Repeat the lines of the data exactly and exclude any picture among them.

Supplied records.

##########

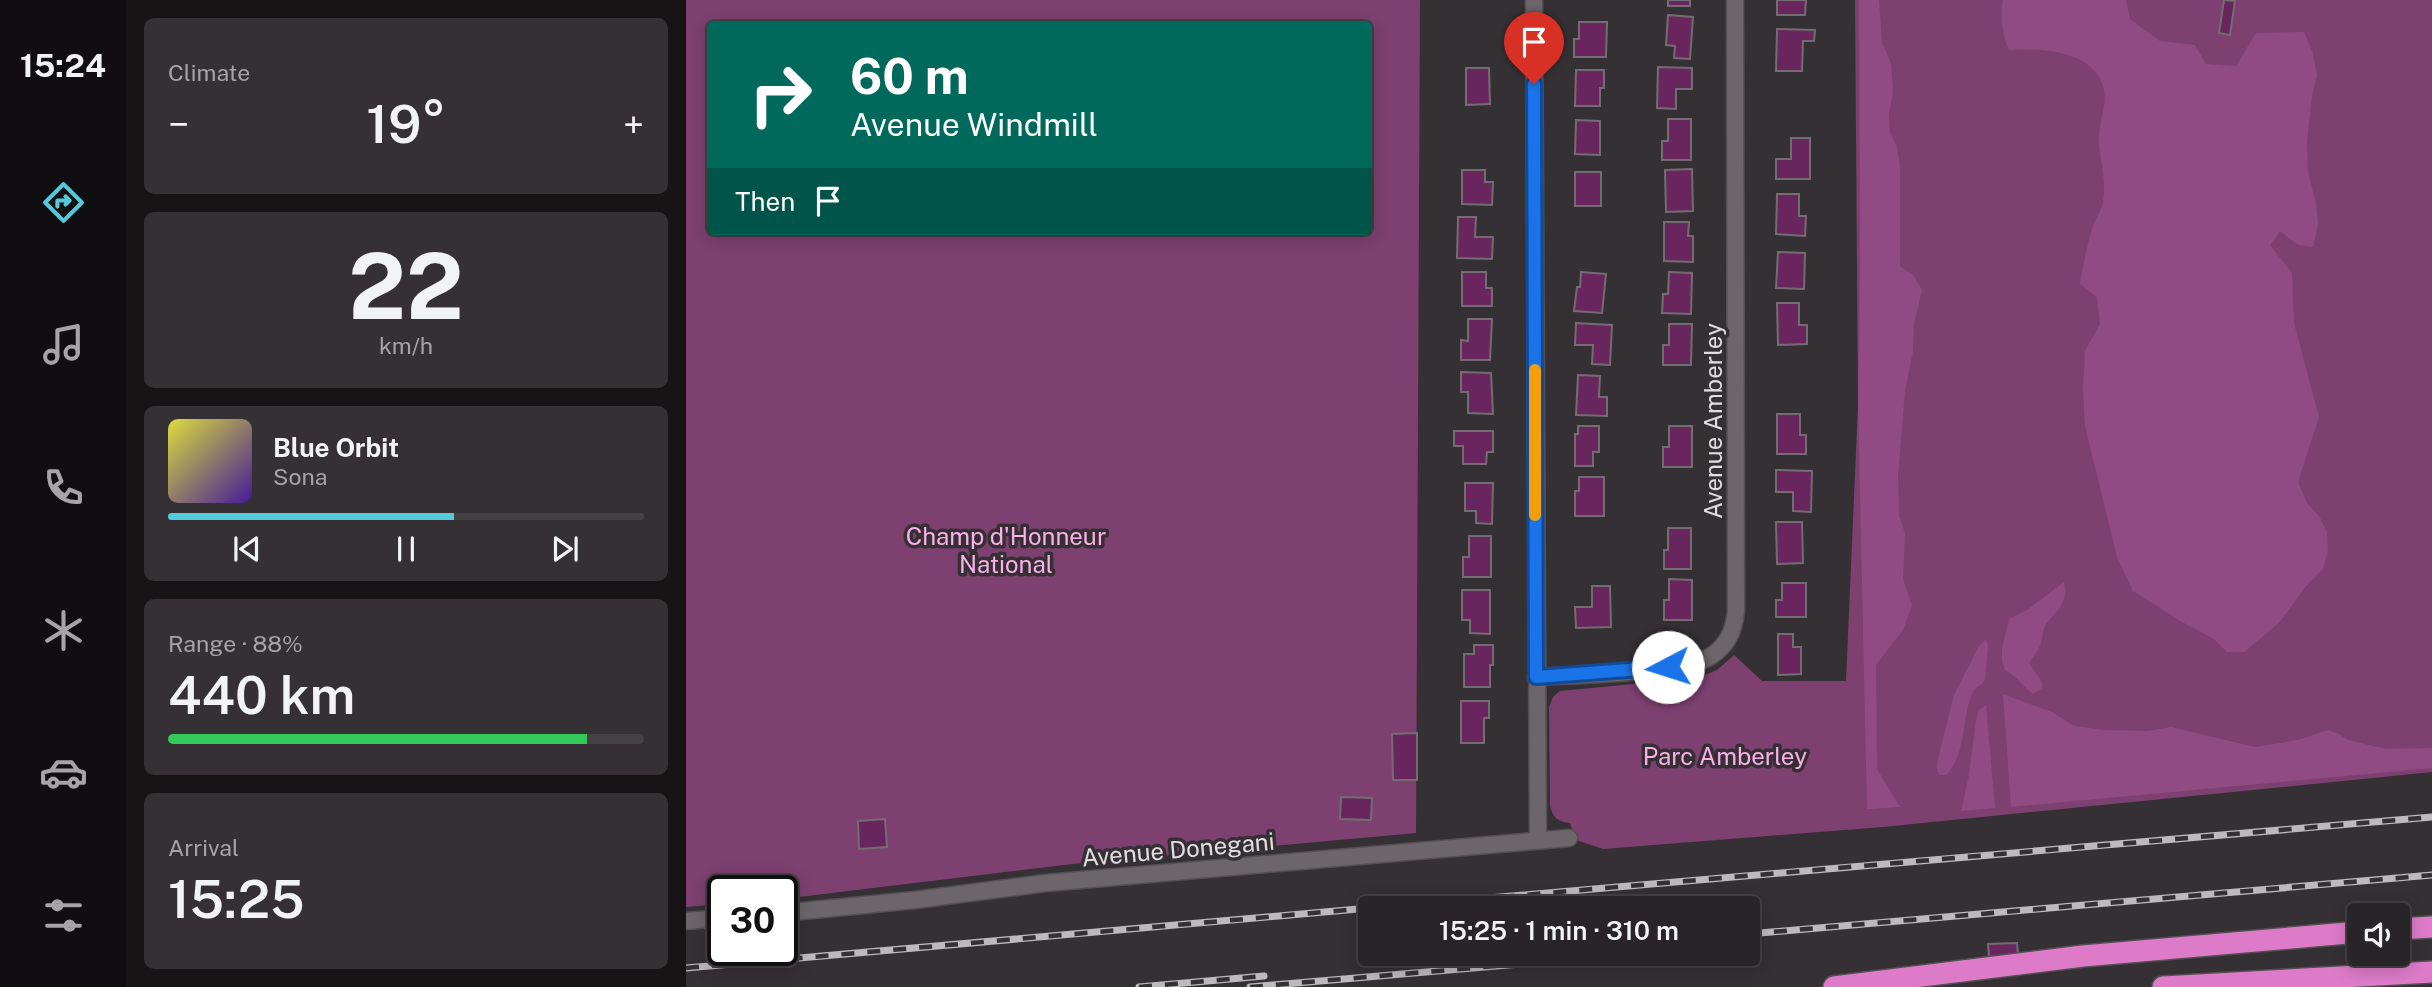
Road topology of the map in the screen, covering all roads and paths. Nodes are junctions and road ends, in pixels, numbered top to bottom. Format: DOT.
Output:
graph roads {
  1 [pos="1534,0"];
  2 [pos="1735,0"];
  3 [pos="1536,677"];
  4 [pos="1569,838"];
  5 [pos="1538,840"];
  6 [pos="798,911"];
  7 [pos="707,919"];
  8 [pos="686,921"];
  9 [pos="2432,927"];
  10 [pos="2410,928"];
  11 [pos="2347,933"];
  12 [pos="2432,972"];
  13 [pos="1833,987"];
  14 [pos="2163,987"];
  1 -- 3 [label="street"];
  2 -- 3 [label="street, Avenue Amberley"];
  3 -- 5 [label="street"];
  4 -- 5 [label="street, Avenue Donegani"];
  5 -- 6 [label="street, Avenue Donegani"];
  7 -- 8 [label="street"];
  9 -- 10 [label="highway"];
  11 -- 13 [label="highway"];
  12 -- 14 [label="highway"];
}
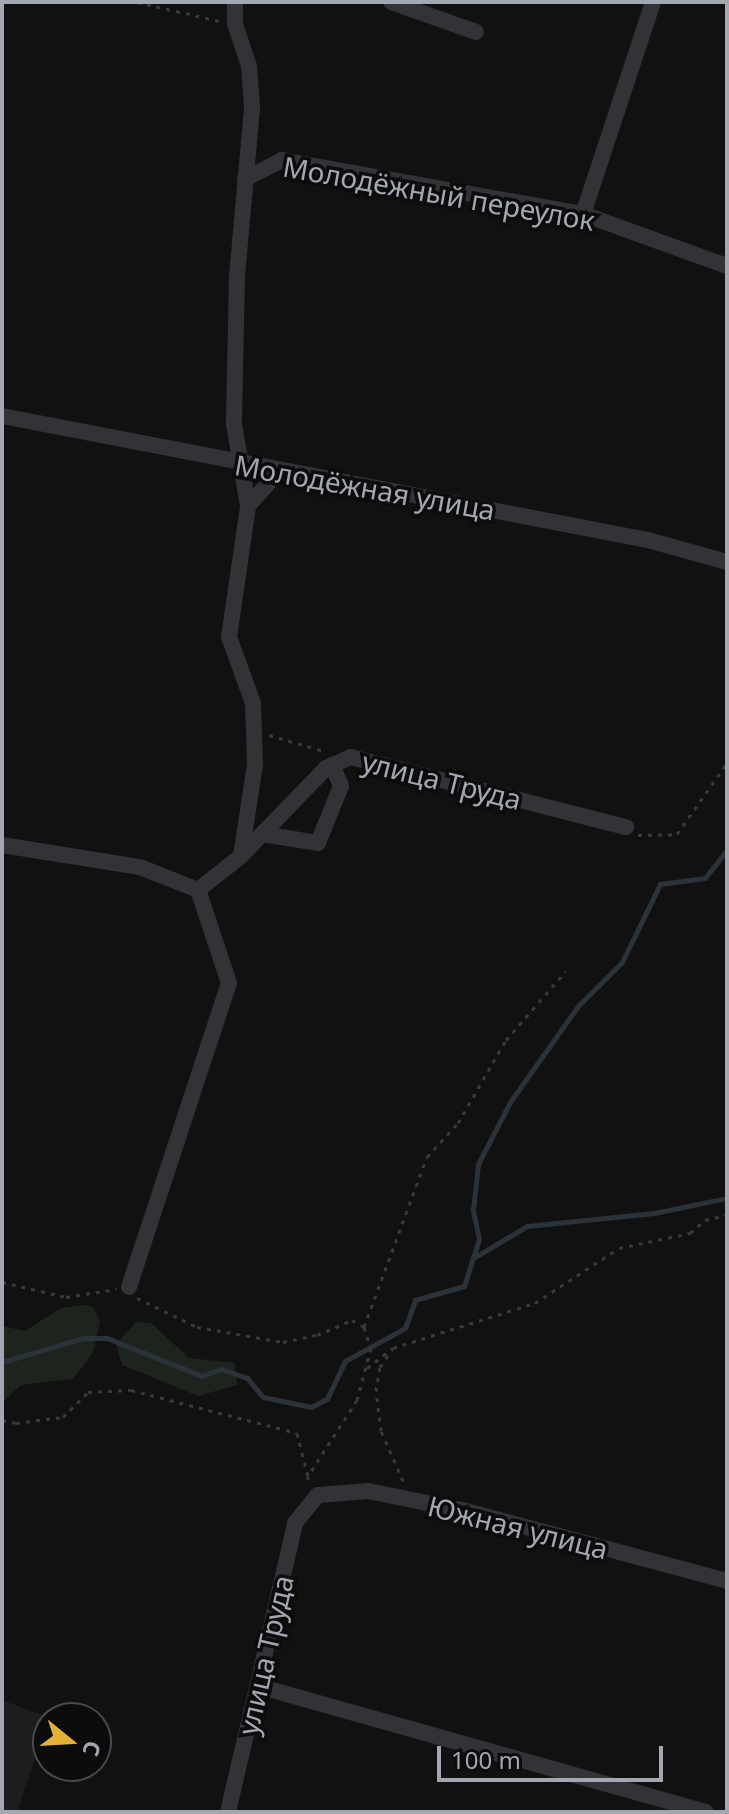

##########

Solution.
Road topology of the map in the screen, covering all roads and paths. Nodes are junctions and road ends, in pixels, numbered top to bottom. Format: DOT.
Output:
graph roads {
  1 [pos="1534,0"];
  2 [pos="1735,0"];
  3 [pos="1536,677"];
  4 [pos="1569,838"];
  5 [pos="1538,840"];
  6 [pos="798,911"];
  7 [pos="707,919"];
  8 [pos="686,921"];
  9 [pos="2432,927"];
  10 [pos="2410,928"];
  11 [pos="2347,933"];
  12 [pos="2432,972"];
  13 [pos="1833,987"];
  14 [pos="2163,987"];
  1 -- 3 [label="street"];
  2 -- 3 [label="street, Avenue Amberley"];
  3 -- 5 [label="street"];
  4 -- 5 [label="street, Avenue Donegani"];
  5 -- 6 [label="street, Avenue Donegani"];
  7 -- 8 [label="street"];
  9 -- 10 [label="highway"];
  11 -- 13 [label="highway"];
  12 -- 14 [label="highway"];
}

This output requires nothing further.